Segmance

Why?

In Japan, I was given precious opportunities to perform in festivals and community events in the town I was living in.^1. Generally, to create a performance routine, I split the audio of my target song into parts and write notes on what moves I want to execute inside them. As a developer, my desire was to create a tool tailored for combining audio and notes to practice and structure performances easily. Granted, the creative process is different for everyone. Some people take long videos to extract footage they’ll use, and others jot down notes in a notebook. Shaped by my own experience, my motivation with Segmance ^2. was to provide a structured way for performers to streamline performance creation, or at least lay the initial building blocks for them.

What?

Not surprisingly, breaking things down into smaller parts is a fundamental way to start anything. For example, when learning a musical piece, you practice measure by measure to play longer sections and eventually the entirety of it. In juggling, you break complex patterns into manageable ones (5 -> 552 or 5551).

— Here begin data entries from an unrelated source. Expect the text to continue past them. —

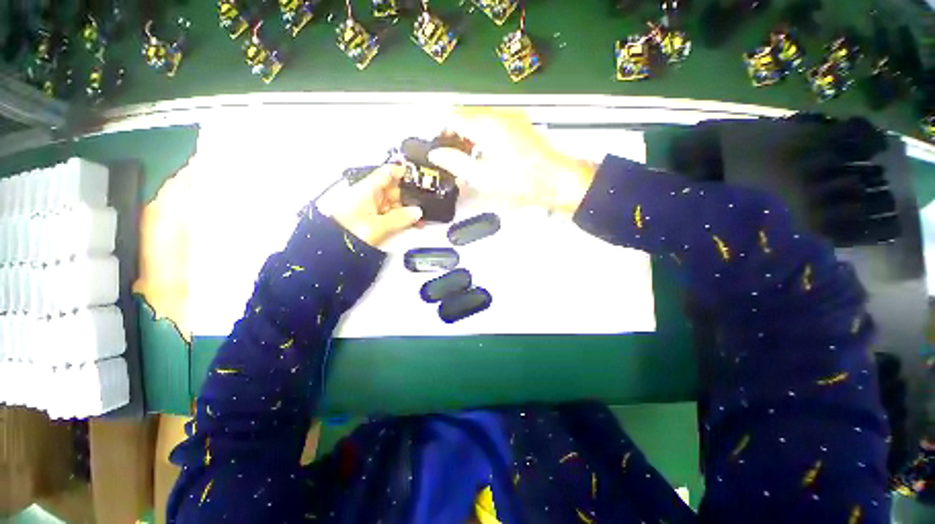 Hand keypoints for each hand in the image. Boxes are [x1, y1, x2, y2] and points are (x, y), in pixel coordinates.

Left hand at [317, 164, 422, 247]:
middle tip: (427, 200)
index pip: (388, 172)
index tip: (420, 176)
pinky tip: (416, 223)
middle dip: (411, 195)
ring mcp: (374, 209)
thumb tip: (416, 212)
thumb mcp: (377, 225)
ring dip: (410, 209)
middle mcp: (371, 197)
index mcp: (368, 190)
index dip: (404, 171)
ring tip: (424, 215)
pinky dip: (404, 219)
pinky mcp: (376, 221)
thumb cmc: (348, 232)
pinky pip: (394, 216)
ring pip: (396, 204)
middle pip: (395, 189)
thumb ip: (400, 218)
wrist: (333, 250)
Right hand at [428, 107, 596, 214]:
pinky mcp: (519, 123)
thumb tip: (437, 154)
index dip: (440, 130)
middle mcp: (498, 113)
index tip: (437, 145)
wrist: (554, 179)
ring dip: (468, 135)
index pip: (452, 116)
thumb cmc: (521, 181)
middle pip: (465, 115)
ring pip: (478, 118)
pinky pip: (492, 122)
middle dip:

Following that principle, I wanted to enable users to practice performances in parts, wherever and whenever they wanted. I designed Segmance in a way that every part has associated audio, reference video and moves. Moves are an abstract unit of action depending on the art performed. For a ballet dancer, that might be a pirouette, and for a breakdancer, a freeze.

Part	Moves	Audio	Video
P1	A,B,C	P1 Audio	P1 Video
P2	D,E,F	P2 Audio	P2 Video
P3	G,H,I	P3 Audio	P3 Video

Creating a Routine

Create a routine

For starters, users create routines by first entering a title and subtitle for it. Afterwards, they upload audio files of the song they want to rehearse with. Each audio file becomes a part within the routine which can be renamed and reordered before creation. If users forget to upload a file, want to delete a part, or need to update the routine’s title, they can manage everything via the Settings. Users provide their own audio files and create audio clips using Segmance’s built-in clipper or any external audio software.

On a technical level, audio files are copied into the app’s sandbox and converted into Part objects within a routine. Each part stores a fileName which is used by a computed location property to resolve the file’s URL. When a part is created, it’s automatically associated with its corresponding audio file.

// Part.swift
class Part {
 // Other properties...
 var fileName: String
 var location: URL? {
        
        let fileManager = FileManager.default
        guard let documentsDirectory = fileManager.urls(for: .documentDirectory, in: .userDomainMask).first else {
            return nil
        }
        return documentsDirectory.appendingPathComponent(fileName)
        
    }
}

Inside a Routine

The heart of the app is the routine (RoutineView) which acts as a container for its parts (PartView). Each part comes with 4 main action buttons (we’ll explore them) and their moves, which can be created, dragged and deleted. In the first part of any routine, I include some helpful general tips to guide the user appropriately.

Routine main

Let’s look at each action button next. You’ll see a green highlight on the screenshots which indicates a “tap” gesture. Some sections may have additional elaboration on intricate features (the ones I found interesting or gave me a tough time).

Audio

The first button is the audio button. You can toggle the audio player (AudioPlayerView) through it and expand it on tap.^3.

Audio player

The audio player includes these commands:

play/pause (oh, indeed)
seek forwards and backwards
loop
custom loop: displaying markers above the audio progress bar
countdown to set up before rehearsing

Before rehearsing a part, performers may need time to set up or might want to practice a specific section of a long audio. To support this, I’ve integrated a countdown timer and a custom loop feature. The countdown is self-explanatory, and the custom loop is indicated by two markers above the audio progress bar. When the playhead passes the rightmost marker (B), the playhead jumps back to the leftmost marker (A) and restarts.

AudioPlayerModel

Audio playback is managed by a custom class, AudioPlayerModel, which conforms to the AudioPlayerDelegate protocol. This provides the audioPlayerDidFinishPlaying method, allowing the AudioPlayerModel to respond a certain way after audio finishes. This is where you would find looping logic for instance.

Quick reference:

// You can only use AVAudioPlayerDelegate with NSObject (Objective-C)
@Observable
class AudioPlayerModel: NSObject, AVAudioPlayerDelegate {

    var isPlaying: Bool = false
    var audioFileURL: URL?
    var isLooping: Bool = false
    var isCustomLooping: Bool = false
    // ...

    // Using a protocol here would decouple AudioPlayerModel from AVAudioPlayer,
    // making it easier to test and replace with a mock implementation
    private var audioPlayer: AVAudioPlayer?

    func setupAudio() {
        do {
            // Bluetooth Support
            let audioSession = AVAudioSession.sharedInstance()
            try audioSession.setCategory(.playback, mode: .default, options: [.mixWithOthers])
            try audioSession.setActive(true)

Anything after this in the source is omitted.